Aims: Mortality in epilepsy is increased; in particular relevant is sudden unexpected death in epilepsy (SUDEP). Cardiac arrhythmias caused by anticonvulsive drug treatment are possible etiological risk factors. In adults QT- prolongations by valproic acid (VPA) are discussed.
Methods: This is a prospective study on a total of 50 pediatric patients (mean age 12.2; median 11.25 years) with epilepsy under therapy with VPA for at least 3 months. The protocol included a standardized electrocardiogram (ECG) with determination of the heart positions, ECG-time values and analysis of cardiac hypertrophy and lesions. At the same time VPA-doses and plasma-levels were measured.
Results: 25 female and 25 male patients took VPA for a mean time of 5.8 years (range 3 months up to 32 years), 29 of them took monotherapy; 13 double- and 8 triple-combination.

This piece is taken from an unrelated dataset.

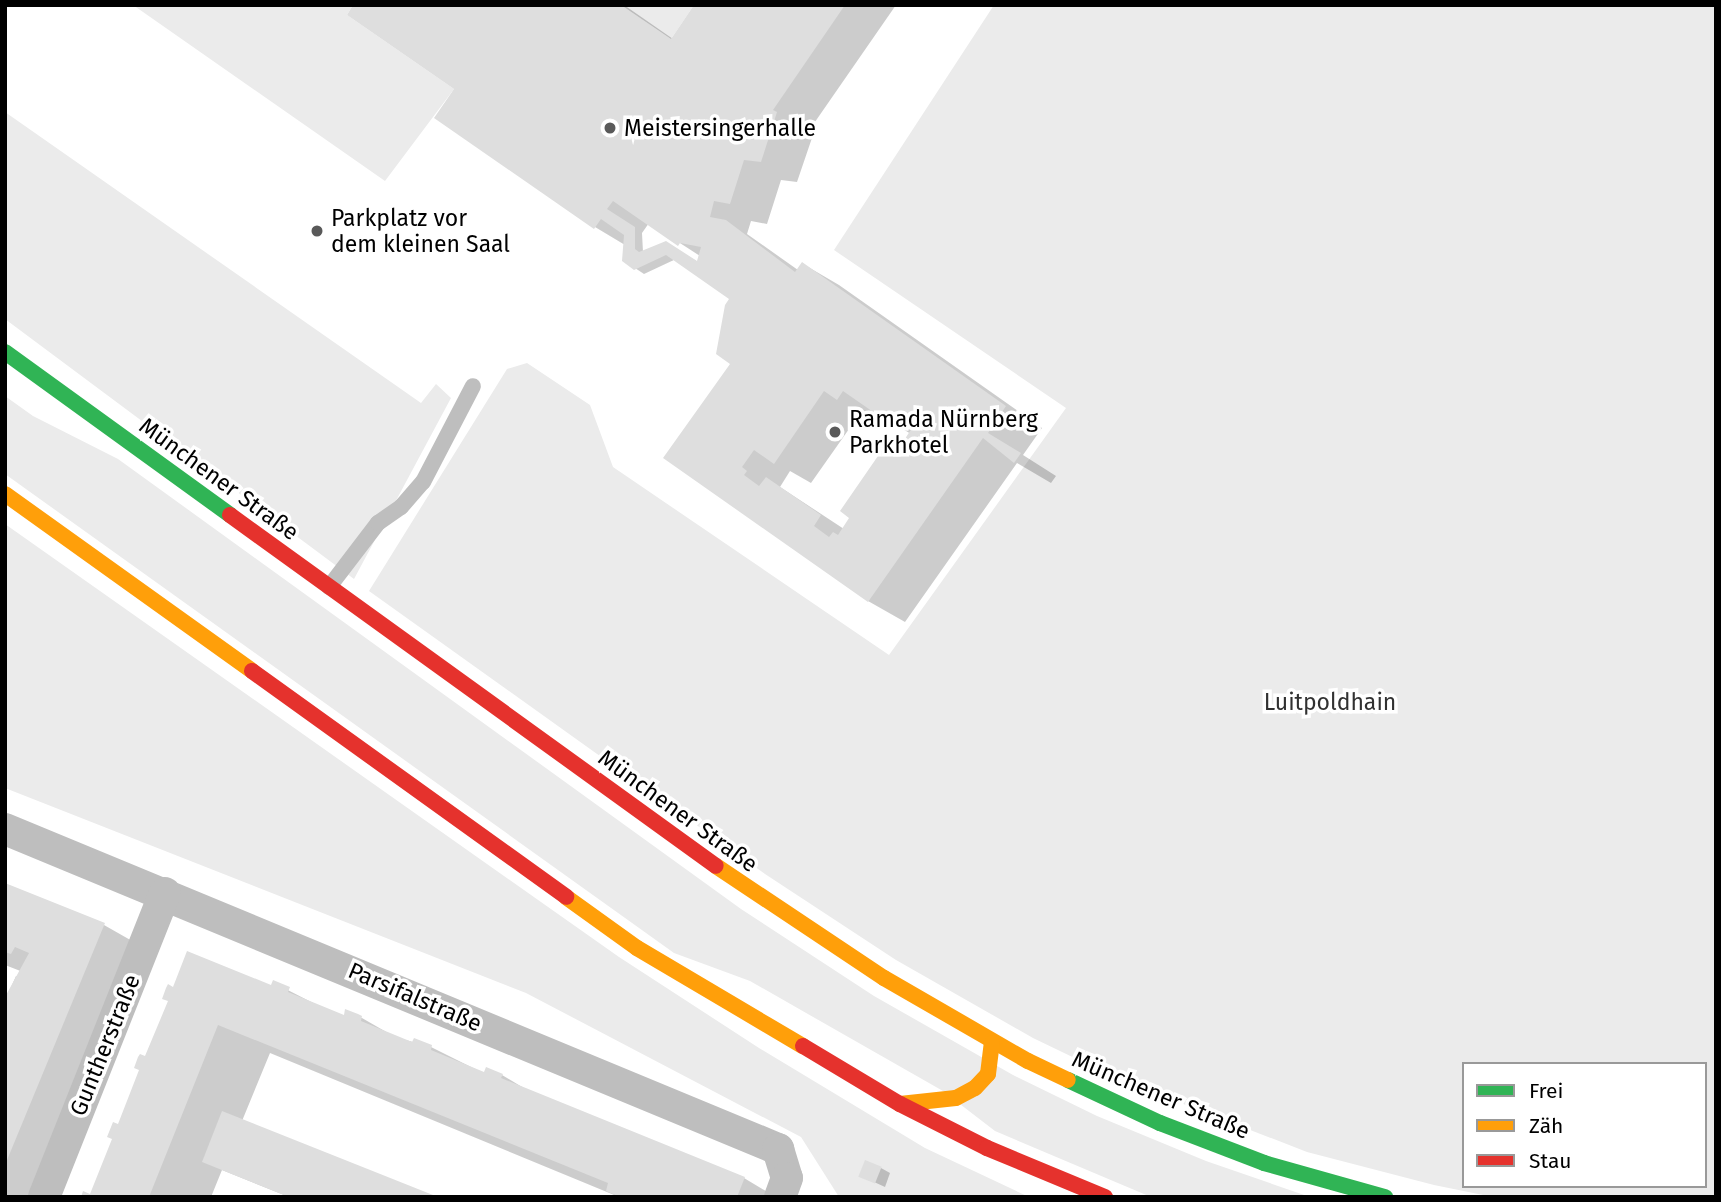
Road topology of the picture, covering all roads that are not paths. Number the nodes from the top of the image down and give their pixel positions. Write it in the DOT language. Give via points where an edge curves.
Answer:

VPA was applied with a mean dose of 26.6mg/kg body weight/d (range 10.5 up to 63.8mg/kg body weight/d), the VPA plasma levels ranged between 19.7 and 147.4µg/ml (mean 88.8µg/ml; median 91µg/ml). The measured ECG-time values were all normal. PR-interval [ms]: range 100–170, median: 124, mean: 126.7; QRS-interval [ms]: range 56–108, median 79, mean 79.94; QT-interval [ms]: range 264–400, median 348, mean 343.34; QTc-interval [ms], normal value <440ms in males and <460ms in females: range 377–433, median 403, mean 402.9. Electrical heart position: 42% indifferent, 46% vertical, 8% left, 2% right type. One patient with tuberous sclerosis showed a total right bundle branch block (TRBBB) due to transection of the electric excitation pathway during rhabdomyoma surgery in the right cardiac ventricle.
Conclusion: In a group of epilepsy patients with therapeutic VPA medication was no evidence of electrocardiographic SUDEP risk factors, especially no QT-prolongations.